═════ Exercise data ═════

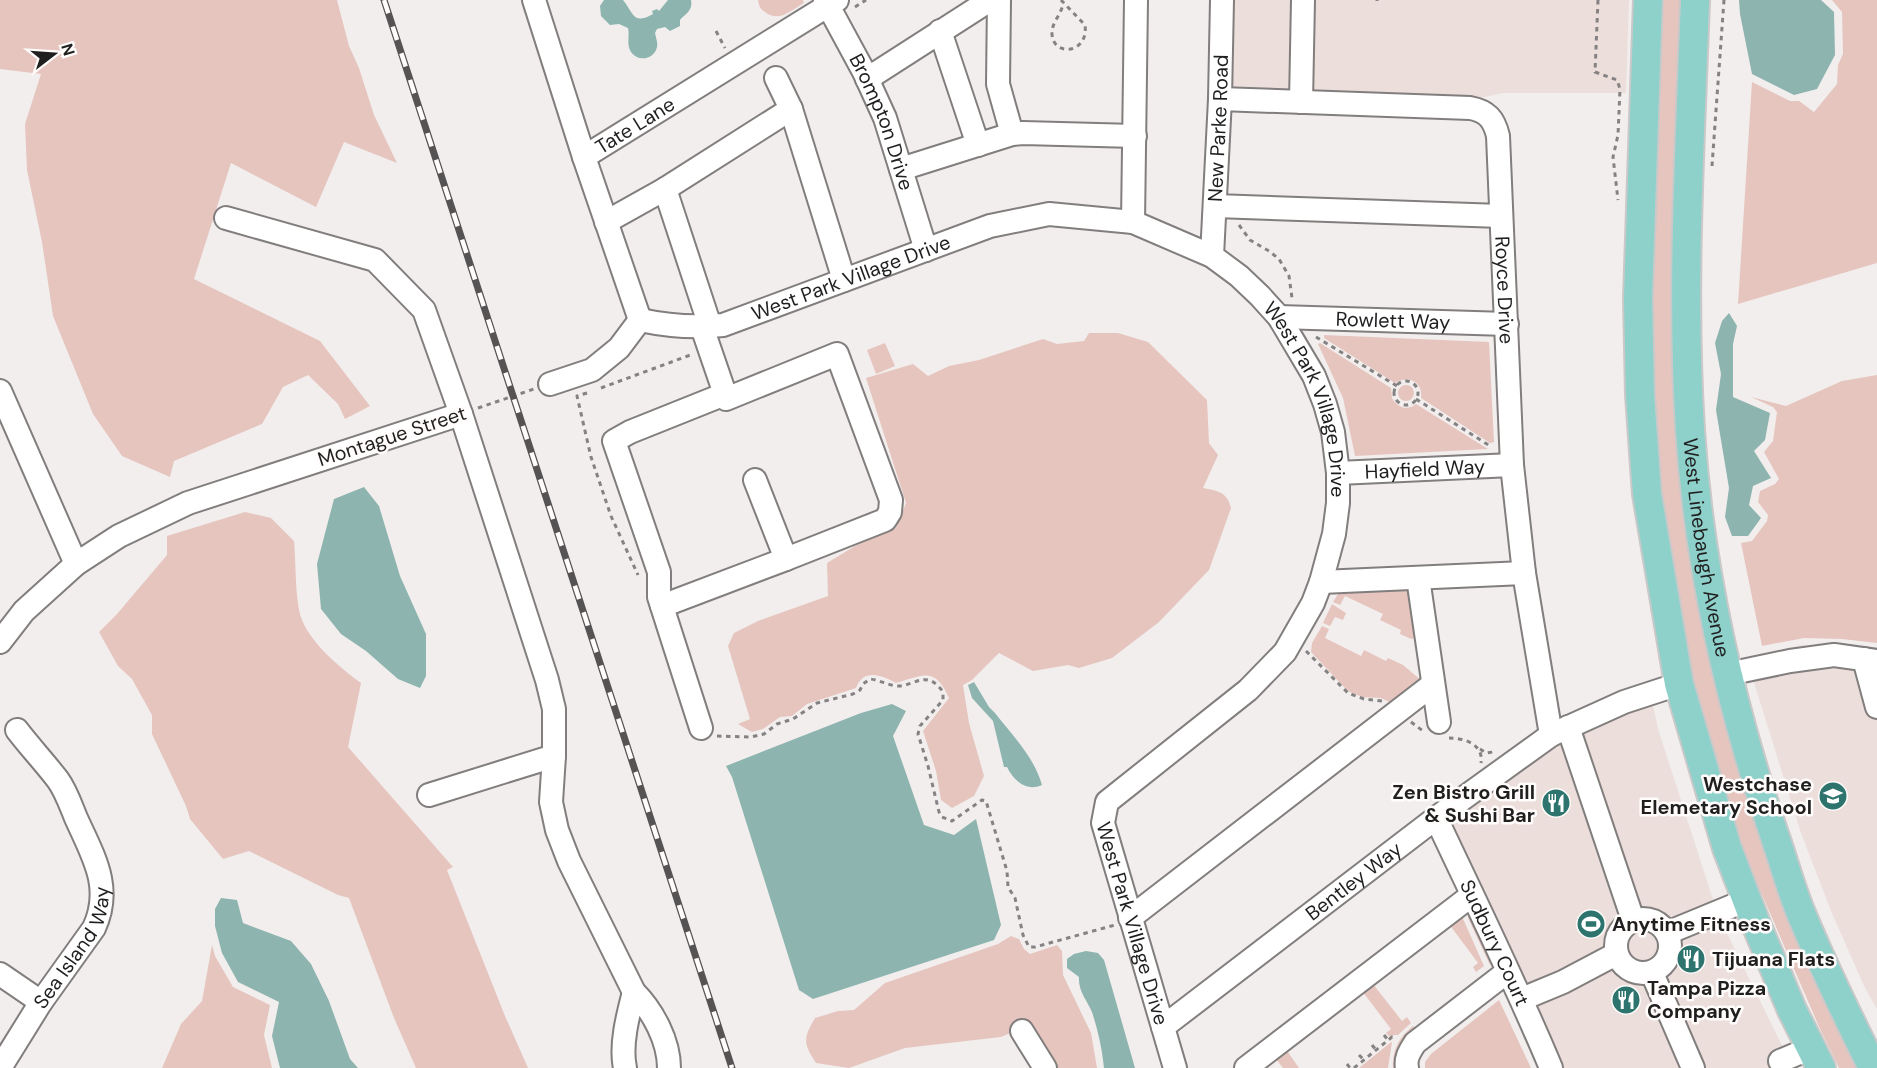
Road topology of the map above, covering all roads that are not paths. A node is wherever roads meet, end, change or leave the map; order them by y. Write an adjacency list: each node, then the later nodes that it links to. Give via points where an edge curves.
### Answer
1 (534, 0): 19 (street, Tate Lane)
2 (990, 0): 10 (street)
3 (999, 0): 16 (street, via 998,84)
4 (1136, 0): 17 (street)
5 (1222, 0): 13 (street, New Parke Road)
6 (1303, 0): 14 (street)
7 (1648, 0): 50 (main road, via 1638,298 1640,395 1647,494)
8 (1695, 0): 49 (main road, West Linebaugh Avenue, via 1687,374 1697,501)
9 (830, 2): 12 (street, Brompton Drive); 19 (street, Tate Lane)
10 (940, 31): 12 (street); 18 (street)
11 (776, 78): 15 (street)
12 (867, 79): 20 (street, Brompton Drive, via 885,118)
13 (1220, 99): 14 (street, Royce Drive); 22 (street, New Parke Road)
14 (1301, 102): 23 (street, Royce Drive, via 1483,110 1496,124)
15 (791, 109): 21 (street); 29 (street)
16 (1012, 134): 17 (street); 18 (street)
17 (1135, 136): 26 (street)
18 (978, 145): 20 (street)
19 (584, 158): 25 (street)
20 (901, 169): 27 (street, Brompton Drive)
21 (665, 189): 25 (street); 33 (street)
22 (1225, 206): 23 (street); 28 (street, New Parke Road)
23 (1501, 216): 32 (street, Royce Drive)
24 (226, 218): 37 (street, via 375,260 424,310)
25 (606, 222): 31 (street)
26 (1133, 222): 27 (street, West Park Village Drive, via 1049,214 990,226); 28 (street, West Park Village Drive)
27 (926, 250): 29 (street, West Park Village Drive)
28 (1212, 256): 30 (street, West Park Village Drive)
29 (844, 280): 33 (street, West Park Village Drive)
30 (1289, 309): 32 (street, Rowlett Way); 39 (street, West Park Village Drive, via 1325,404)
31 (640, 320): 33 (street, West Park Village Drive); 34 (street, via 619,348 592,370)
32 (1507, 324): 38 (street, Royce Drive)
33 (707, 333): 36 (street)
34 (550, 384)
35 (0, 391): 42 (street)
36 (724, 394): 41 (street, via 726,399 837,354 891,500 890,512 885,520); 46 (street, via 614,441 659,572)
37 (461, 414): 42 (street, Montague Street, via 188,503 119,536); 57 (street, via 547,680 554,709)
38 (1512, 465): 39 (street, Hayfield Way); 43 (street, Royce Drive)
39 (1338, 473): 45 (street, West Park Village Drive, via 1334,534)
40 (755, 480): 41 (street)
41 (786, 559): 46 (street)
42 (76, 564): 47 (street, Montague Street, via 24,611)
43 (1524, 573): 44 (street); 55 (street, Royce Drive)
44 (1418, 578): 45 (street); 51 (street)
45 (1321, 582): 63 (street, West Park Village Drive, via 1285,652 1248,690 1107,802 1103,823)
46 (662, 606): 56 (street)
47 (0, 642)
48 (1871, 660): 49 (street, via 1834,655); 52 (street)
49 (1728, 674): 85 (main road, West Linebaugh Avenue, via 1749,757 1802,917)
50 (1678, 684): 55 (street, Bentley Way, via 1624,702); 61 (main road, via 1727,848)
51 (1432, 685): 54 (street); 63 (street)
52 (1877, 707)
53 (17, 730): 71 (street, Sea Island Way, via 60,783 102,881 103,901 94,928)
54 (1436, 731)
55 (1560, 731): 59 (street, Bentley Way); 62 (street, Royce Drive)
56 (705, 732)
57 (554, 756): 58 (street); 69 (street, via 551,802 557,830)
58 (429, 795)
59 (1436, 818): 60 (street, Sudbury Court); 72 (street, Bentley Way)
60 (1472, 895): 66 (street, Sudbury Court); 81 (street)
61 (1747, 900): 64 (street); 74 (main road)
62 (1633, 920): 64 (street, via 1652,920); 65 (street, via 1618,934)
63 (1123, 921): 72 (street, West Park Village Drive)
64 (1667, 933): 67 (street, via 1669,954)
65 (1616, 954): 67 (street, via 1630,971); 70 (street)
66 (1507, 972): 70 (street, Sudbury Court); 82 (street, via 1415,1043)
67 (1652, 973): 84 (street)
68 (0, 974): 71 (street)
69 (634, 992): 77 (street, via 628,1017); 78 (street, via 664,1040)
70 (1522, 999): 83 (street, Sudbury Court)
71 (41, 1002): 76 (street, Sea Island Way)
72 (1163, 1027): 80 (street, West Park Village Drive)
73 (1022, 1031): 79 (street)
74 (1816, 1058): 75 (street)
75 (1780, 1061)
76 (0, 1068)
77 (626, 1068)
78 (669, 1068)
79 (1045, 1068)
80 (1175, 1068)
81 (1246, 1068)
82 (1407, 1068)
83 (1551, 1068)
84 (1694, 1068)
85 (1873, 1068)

═════

What you are asked to do: Minus its pictures, the full listing should be copied verbatim.

Solved problem:
Road topology of the map above, covering all roads that are not paths. A node is wherever roads meet, end, change or leave the map; order them by y. Write an adjacency list: each node, then the later nodes that it links to. Give via points where an edge curves.
### Answer
1 (534, 0): 19 (street, Tate Lane)
2 (990, 0): 10 (street)
3 (999, 0): 16 (street, via 998,84)
4 (1136, 0): 17 (street)
5 (1222, 0): 13 (street, New Parke Road)
6 (1303, 0): 14 (street)
7 (1648, 0): 50 (main road, via 1638,298 1640,395 1647,494)
8 (1695, 0): 49 (main road, West Linebaugh Avenue, via 1687,374 1697,501)
9 (830, 2): 12 (street, Brompton Drive); 19 (street, Tate Lane)
10 (940, 31): 12 (street); 18 (street)
11 (776, 78): 15 (street)
12 (867, 79): 20 (street, Brompton Drive, via 885,118)
13 (1220, 99): 14 (street, Royce Drive); 22 (street, New Parke Road)
14 (1301, 102): 23 (street, Royce Drive, via 1483,110 1496,124)
15 (791, 109): 21 (street); 29 (street)
16 (1012, 134): 17 (street); 18 (street)
17 (1135, 136): 26 (street)
18 (978, 145): 20 (street)
19 (584, 158): 25 (street)
20 (901, 169): 27 (street, Brompton Drive)
21 (665, 189): 25 (street); 33 (street)
22 (1225, 206): 23 (street); 28 (street, New Parke Road)
23 (1501, 216): 32 (street, Royce Drive)
24 (226, 218): 37 (street, via 375,260 424,310)
25 (606, 222): 31 (street)
26 (1133, 222): 27 (street, West Park Village Drive, via 1049,214 990,226); 28 (street, West Park Village Drive)
27 (926, 250): 29 (street, West Park Village Drive)
28 (1212, 256): 30 (street, West Park Village Drive)
29 (844, 280): 33 (street, West Park Village Drive)
30 (1289, 309): 32 (street, Rowlett Way); 39 (street, West Park Village Drive, via 1325,404)
31 (640, 320): 33 (street, West Park Village Drive); 34 (street, via 619,348 592,370)
32 (1507, 324): 38 (street, Royce Drive)
33 (707, 333): 36 (street)
34 (550, 384)
35 (0, 391): 42 (street)
36 (724, 394): 41 (street, via 726,399 837,354 891,500 890,512 885,520); 46 (street, via 614,441 659,572)
37 (461, 414): 42 (street, Montague Street, via 188,503 119,536); 57 (street, via 547,680 554,709)
38 (1512, 465): 39 (street, Hayfield Way); 43 (street, Royce Drive)
39 (1338, 473): 45 (street, West Park Village Drive, via 1334,534)
40 (755, 480): 41 (street)
41 (786, 559): 46 (street)
42 (76, 564): 47 (street, Montague Street, via 24,611)
43 (1524, 573): 44 (street); 55 (street, Royce Drive)
44 (1418, 578): 45 (street); 51 (street)
45 (1321, 582): 63 (street, West Park Village Drive, via 1285,652 1248,690 1107,802 1103,823)
46 (662, 606): 56 (street)
47 (0, 642)
48 (1871, 660): 49 (street, via 1834,655); 52 (street)
49 (1728, 674): 85 (main road, West Linebaugh Avenue, via 1749,757 1802,917)
50 (1678, 684): 55 (street, Bentley Way, via 1624,702); 61 (main road, via 1727,848)
51 (1432, 685): 54 (street); 63 (street)
52 (1877, 707)
53 (17, 730): 71 (street, Sea Island Way, via 60,783 102,881 103,901 94,928)
54 (1436, 731)
55 (1560, 731): 59 (street, Bentley Way); 62 (street, Royce Drive)
56 (705, 732)
57 (554, 756): 58 (street); 69 (street, via 551,802 557,830)
58 (429, 795)
59 (1436, 818): 60 (street, Sudbury Court); 72 (street, Bentley Way)
60 (1472, 895): 66 (street, Sudbury Court); 81 (street)
61 (1747, 900): 64 (street); 74 (main road)
62 (1633, 920): 64 (street, via 1652,920); 65 (street, via 1618,934)
63 (1123, 921): 72 (street, West Park Village Drive)
64 (1667, 933): 67 (street, via 1669,954)
65 (1616, 954): 67 (street, via 1630,971); 70 (street)
66 (1507, 972): 70 (street, Sudbury Court); 82 (street, via 1415,1043)
67 (1652, 973): 84 (street)
68 (0, 974): 71 (street)
69 (634, 992): 77 (street, via 628,1017); 78 (street, via 664,1040)
70 (1522, 999): 83 (street, Sudbury Court)
71 (41, 1002): 76 (street, Sea Island Way)
72 (1163, 1027): 80 (street, West Park Village Drive)
73 (1022, 1031): 79 (street)
74 (1816, 1058): 75 (street)
75 (1780, 1061)
76 (0, 1068)
77 (626, 1068)
78 (669, 1068)
79 (1045, 1068)
80 (1175, 1068)
81 (1246, 1068)
82 (1407, 1068)
83 (1551, 1068)
84 (1694, 1068)
85 (1873, 1068)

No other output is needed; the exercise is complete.